» EXERCISE
Among the entries, find the lines with the string "canvas" and report them.

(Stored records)
☆ ☆ ☆

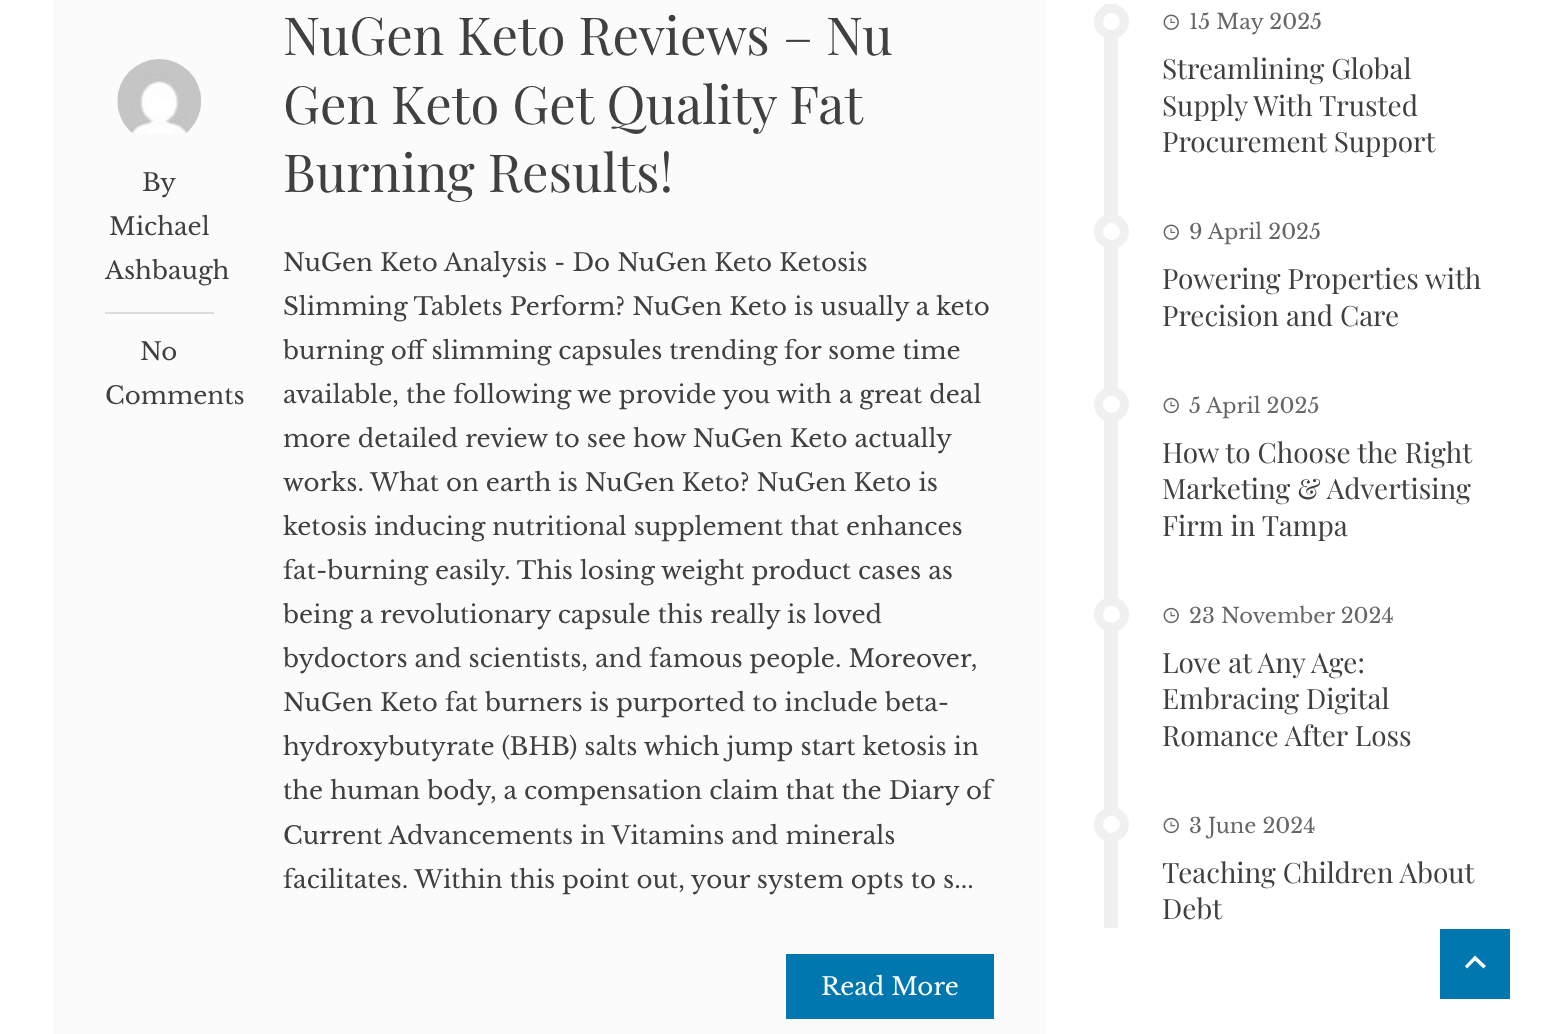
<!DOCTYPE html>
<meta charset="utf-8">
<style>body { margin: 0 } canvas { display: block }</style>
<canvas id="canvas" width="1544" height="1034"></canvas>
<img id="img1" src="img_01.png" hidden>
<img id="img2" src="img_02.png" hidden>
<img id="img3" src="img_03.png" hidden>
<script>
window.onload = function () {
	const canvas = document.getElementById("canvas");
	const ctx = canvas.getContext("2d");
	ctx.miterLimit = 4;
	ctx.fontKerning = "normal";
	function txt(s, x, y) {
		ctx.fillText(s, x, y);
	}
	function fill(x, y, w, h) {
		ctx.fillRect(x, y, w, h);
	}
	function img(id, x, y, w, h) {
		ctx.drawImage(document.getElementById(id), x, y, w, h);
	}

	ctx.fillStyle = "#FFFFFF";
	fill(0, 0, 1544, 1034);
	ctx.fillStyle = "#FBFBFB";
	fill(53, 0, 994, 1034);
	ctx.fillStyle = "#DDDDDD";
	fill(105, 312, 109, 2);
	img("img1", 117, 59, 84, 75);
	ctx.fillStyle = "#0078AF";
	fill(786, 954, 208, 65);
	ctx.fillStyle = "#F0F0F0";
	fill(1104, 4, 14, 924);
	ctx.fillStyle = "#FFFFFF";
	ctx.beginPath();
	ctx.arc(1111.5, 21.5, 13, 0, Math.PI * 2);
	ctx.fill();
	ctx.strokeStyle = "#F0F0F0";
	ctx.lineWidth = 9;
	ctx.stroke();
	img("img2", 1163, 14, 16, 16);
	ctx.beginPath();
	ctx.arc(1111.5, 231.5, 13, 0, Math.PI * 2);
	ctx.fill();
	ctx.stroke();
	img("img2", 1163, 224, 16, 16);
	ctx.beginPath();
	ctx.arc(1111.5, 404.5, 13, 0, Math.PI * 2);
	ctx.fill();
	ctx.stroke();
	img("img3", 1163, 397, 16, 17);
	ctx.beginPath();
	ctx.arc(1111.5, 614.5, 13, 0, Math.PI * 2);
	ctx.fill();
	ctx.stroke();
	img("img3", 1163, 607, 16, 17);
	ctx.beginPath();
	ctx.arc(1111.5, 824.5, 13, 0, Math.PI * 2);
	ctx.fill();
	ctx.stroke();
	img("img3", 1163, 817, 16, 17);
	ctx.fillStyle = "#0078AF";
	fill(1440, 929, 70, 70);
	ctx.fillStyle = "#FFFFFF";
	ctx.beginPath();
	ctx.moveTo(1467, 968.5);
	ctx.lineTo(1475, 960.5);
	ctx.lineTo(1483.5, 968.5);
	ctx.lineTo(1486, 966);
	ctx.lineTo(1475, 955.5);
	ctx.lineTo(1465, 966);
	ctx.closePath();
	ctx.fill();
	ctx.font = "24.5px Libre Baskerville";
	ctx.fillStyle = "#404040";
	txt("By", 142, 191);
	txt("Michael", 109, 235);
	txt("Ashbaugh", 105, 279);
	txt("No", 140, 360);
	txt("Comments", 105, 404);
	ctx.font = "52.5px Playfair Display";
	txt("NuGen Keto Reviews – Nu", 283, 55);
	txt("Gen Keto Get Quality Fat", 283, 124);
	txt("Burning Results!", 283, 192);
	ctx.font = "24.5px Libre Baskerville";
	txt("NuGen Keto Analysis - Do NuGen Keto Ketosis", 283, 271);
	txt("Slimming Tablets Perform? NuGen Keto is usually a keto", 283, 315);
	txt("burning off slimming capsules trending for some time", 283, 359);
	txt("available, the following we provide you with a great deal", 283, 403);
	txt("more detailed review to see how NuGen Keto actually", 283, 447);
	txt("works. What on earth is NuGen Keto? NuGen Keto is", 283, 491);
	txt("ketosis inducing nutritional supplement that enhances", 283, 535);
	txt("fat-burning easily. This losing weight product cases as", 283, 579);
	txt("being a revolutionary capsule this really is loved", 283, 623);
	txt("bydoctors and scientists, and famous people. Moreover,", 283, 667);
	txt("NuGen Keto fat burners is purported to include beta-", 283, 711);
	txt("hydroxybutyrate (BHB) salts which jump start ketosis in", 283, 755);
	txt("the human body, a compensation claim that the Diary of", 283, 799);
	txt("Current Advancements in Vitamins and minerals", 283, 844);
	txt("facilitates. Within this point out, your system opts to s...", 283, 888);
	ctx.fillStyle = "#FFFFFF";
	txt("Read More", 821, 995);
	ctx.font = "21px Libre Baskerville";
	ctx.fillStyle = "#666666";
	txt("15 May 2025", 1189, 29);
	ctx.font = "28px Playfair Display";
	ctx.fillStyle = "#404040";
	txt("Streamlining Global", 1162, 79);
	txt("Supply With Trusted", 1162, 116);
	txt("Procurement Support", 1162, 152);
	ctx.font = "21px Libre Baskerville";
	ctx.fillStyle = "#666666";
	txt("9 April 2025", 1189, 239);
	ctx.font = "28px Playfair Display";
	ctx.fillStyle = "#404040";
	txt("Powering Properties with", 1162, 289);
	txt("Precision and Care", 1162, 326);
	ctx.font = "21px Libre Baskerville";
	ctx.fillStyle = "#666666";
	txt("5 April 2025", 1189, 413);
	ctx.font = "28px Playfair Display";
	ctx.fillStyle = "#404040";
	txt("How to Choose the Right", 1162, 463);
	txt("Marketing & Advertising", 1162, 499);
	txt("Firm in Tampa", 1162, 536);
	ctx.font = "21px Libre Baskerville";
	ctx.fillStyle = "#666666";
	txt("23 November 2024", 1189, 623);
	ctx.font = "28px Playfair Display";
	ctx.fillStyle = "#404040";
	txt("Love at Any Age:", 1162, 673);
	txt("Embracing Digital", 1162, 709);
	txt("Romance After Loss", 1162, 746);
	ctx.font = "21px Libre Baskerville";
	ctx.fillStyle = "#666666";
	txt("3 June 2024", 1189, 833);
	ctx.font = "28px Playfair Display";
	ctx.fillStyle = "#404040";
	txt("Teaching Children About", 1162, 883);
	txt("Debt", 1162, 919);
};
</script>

☆ ☆ ☆

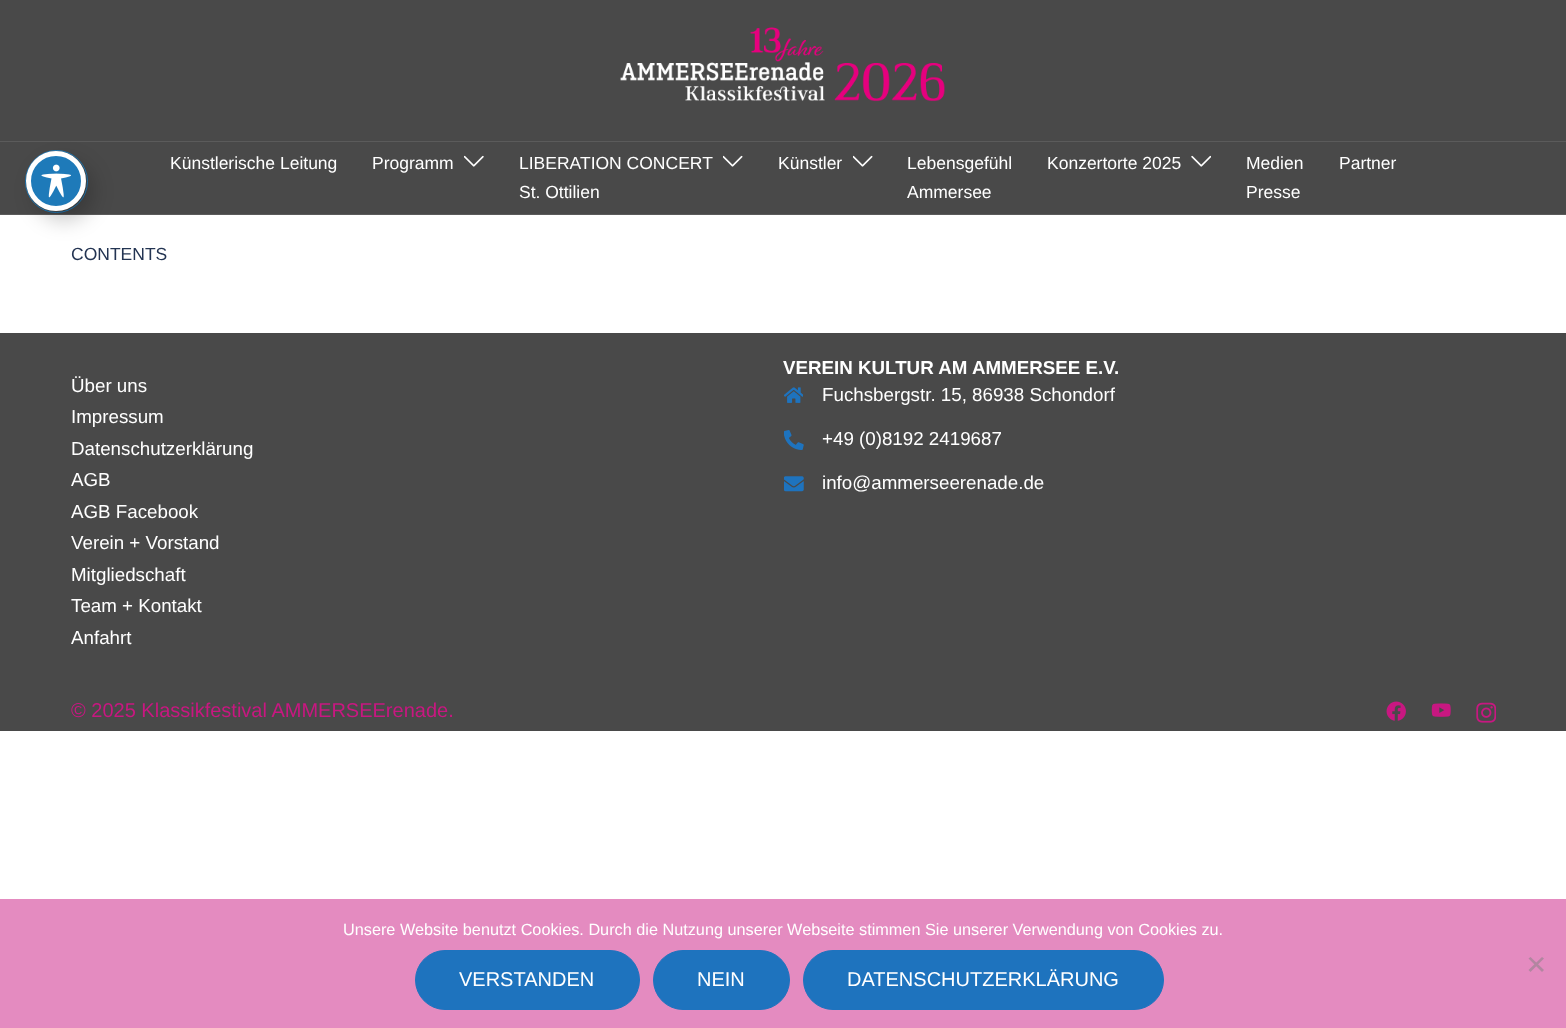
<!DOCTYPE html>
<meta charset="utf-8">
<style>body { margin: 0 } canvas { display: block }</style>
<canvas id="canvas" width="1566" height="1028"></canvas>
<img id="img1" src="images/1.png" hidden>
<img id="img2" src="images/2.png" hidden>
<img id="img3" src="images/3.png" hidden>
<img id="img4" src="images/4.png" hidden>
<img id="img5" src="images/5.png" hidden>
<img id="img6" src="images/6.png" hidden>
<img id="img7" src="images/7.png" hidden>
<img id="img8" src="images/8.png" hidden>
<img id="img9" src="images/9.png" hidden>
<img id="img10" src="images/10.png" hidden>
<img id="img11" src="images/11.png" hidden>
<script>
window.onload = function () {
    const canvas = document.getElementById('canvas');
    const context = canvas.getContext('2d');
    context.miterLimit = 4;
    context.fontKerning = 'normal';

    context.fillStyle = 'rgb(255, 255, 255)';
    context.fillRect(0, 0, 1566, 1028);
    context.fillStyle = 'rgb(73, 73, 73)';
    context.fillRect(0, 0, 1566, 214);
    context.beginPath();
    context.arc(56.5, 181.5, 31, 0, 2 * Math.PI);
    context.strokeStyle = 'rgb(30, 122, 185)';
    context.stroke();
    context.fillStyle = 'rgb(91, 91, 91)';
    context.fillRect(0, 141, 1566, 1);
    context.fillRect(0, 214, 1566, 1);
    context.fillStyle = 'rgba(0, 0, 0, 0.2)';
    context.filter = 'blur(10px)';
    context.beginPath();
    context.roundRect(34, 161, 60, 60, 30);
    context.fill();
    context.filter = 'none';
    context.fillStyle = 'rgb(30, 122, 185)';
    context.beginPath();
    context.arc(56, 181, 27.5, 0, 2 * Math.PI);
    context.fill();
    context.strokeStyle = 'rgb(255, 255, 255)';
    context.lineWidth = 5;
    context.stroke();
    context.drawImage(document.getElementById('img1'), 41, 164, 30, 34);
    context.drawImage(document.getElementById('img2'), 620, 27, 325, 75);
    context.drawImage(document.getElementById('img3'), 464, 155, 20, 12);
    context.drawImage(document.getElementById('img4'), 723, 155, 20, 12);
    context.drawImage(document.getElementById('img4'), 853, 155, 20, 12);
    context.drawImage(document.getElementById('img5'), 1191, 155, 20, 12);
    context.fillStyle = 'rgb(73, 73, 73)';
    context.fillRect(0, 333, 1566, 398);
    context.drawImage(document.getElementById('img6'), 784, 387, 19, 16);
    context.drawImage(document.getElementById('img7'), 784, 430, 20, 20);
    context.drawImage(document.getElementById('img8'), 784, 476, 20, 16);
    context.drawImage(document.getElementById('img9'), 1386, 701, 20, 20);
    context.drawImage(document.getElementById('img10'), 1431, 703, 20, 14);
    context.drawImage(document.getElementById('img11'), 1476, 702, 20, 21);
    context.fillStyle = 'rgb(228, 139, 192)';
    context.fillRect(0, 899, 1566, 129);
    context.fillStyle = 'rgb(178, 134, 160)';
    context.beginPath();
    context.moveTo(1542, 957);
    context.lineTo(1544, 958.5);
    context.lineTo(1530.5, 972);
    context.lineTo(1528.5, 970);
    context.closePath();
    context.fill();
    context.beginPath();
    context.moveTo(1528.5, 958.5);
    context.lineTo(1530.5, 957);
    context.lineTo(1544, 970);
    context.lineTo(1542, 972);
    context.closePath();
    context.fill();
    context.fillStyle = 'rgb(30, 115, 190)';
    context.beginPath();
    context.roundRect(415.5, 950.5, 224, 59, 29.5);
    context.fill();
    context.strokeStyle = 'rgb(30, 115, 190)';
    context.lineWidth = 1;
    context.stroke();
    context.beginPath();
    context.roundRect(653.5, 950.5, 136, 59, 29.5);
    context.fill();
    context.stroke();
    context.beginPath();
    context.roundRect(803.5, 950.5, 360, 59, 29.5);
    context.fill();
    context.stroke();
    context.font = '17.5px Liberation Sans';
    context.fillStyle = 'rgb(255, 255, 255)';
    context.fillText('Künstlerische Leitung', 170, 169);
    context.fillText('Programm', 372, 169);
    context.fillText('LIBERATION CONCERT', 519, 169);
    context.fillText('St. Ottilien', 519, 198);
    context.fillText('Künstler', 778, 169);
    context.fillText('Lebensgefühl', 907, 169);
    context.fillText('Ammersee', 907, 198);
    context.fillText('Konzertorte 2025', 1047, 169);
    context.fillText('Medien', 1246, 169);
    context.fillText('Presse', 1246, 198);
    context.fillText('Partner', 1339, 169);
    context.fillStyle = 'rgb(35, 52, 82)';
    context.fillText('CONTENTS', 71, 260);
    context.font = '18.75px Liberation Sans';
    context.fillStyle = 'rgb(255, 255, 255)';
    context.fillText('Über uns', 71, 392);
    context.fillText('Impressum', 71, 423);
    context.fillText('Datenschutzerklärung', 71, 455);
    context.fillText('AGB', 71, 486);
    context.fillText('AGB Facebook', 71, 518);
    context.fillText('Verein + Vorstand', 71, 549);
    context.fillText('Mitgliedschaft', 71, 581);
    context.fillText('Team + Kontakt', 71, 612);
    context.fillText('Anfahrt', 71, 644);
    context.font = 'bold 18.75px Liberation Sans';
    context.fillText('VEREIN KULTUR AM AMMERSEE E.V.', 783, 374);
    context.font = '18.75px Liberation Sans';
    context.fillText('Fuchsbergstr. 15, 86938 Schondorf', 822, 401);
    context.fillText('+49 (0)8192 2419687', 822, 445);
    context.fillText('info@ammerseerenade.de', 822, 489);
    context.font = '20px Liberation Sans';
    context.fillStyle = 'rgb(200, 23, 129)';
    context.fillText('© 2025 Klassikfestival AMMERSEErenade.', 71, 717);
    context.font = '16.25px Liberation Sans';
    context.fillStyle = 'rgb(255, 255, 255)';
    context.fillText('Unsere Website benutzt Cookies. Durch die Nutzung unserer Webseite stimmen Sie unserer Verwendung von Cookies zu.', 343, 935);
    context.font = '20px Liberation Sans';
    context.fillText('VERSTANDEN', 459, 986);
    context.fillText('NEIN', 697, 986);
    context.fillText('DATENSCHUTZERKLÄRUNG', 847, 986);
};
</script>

☆ ☆ ☆

» FINISHED TASK
<style>body { margin: 0 } canvas { display: block }</style>
<canvas id="canvas" width="1544" height="1034"></canvas>
	const canvas = document.getElementById("canvas");
	const ctx = canvas.getContext("2d");
<style>body { margin: 0 } canvas { display: block }</style>
<canvas id="canvas" width="1566" height="1028"></canvas>
    const canvas = document.getElementById('canvas');
    const context = canvas.getContext('2d');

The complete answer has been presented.